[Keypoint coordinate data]
------------------------------

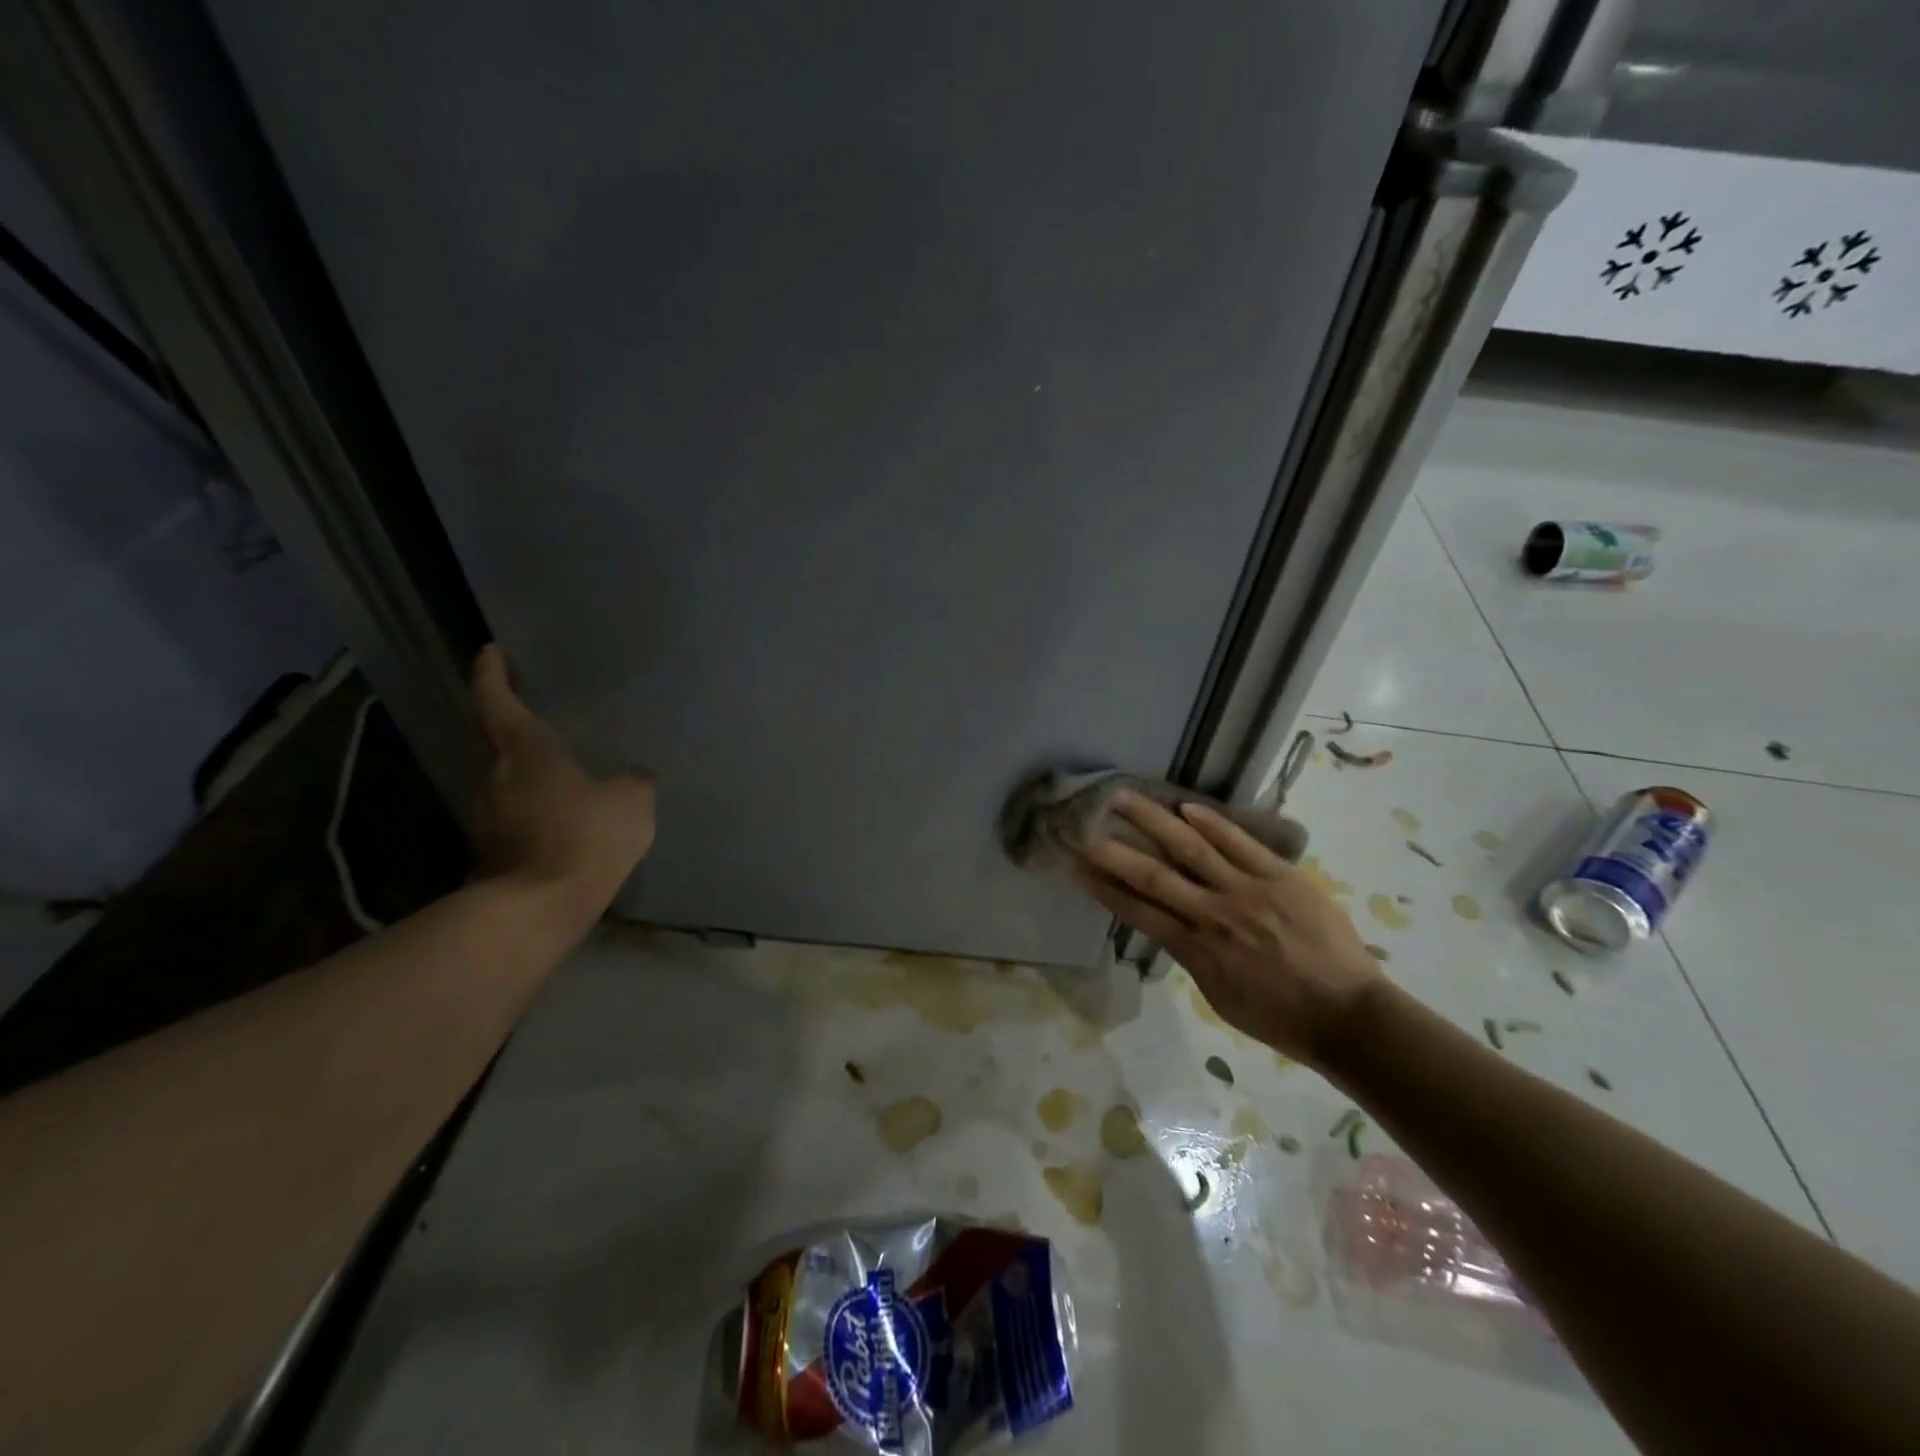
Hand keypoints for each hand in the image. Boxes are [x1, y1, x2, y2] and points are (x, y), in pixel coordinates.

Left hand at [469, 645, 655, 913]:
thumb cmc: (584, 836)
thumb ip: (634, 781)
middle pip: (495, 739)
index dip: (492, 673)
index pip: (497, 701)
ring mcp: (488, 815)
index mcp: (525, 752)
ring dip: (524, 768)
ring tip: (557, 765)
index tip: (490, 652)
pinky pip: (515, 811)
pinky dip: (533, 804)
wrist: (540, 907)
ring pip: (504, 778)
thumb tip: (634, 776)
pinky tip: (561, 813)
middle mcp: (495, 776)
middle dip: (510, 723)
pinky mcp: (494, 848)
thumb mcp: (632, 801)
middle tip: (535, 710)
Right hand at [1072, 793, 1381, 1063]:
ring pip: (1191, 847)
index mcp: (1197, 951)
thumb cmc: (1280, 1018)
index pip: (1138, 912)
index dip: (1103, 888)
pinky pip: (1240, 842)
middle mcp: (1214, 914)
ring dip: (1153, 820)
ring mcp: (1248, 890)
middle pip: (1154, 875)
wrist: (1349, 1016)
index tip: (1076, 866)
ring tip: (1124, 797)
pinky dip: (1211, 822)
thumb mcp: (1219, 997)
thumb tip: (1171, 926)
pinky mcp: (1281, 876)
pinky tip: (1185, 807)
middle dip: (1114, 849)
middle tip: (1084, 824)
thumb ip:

------------------------------

■ WORK TASK: Transcribe the records above exactly, without images.

■ WRITTEN SOLUTION:
Hand keypoints for each hand in the image. Boxes are [x1, y1, x2, y2] and points are (x, y), in pixel coordinates.

Left hand at [469, 645, 655, 913]:
thumb cmc: (584, 836)
thumb ip: (634, 781)
middle pip: (495, 739)
index dip: (492, 673)
index pip: (497, 701)
ring mcp: (488, 815)
index mcp: (525, 752)
ring dip: (524, 768)
ring tip: (557, 765)
index tip: (490, 652)
pinky pip: (515, 811)
pinky dip: (533, 804)
wrist: (540, 907)
ring pip: (504, 778)
thumb tip: (634, 776)
pinky tip: (561, 813)
middle mcp: (495, 776)
middle dip: (510, 723)
pinky mcp: (494, 848)
thumb mcp: (632, 801)
middle tip: (535, 710)
Right hand at [1072, 793, 1381, 1063]:
ring pip: (1191, 847)
index mcp: (1197, 951)
thumb cmc: (1280, 1018)
index pip: (1138, 912)
index dip: (1103, 888)
pinky pip: (1240, 842)
middle mcp: (1214, 914)
ring dip: (1153, 820)
ring mcp: (1248, 890)
middle pip: (1154, 875)
wrist: (1349, 1016)
index tip: (1076, 866)
ring tip: (1124, 797)
pinky dip: (1211, 822)
thumb mcp: (1219, 997)
thumb tip: (1171, 926)
pinky mcp: (1281, 876)
pinky tip: (1185, 807)
middle dip: (1114, 849)
middle tip: (1084, 824)
thumb ip:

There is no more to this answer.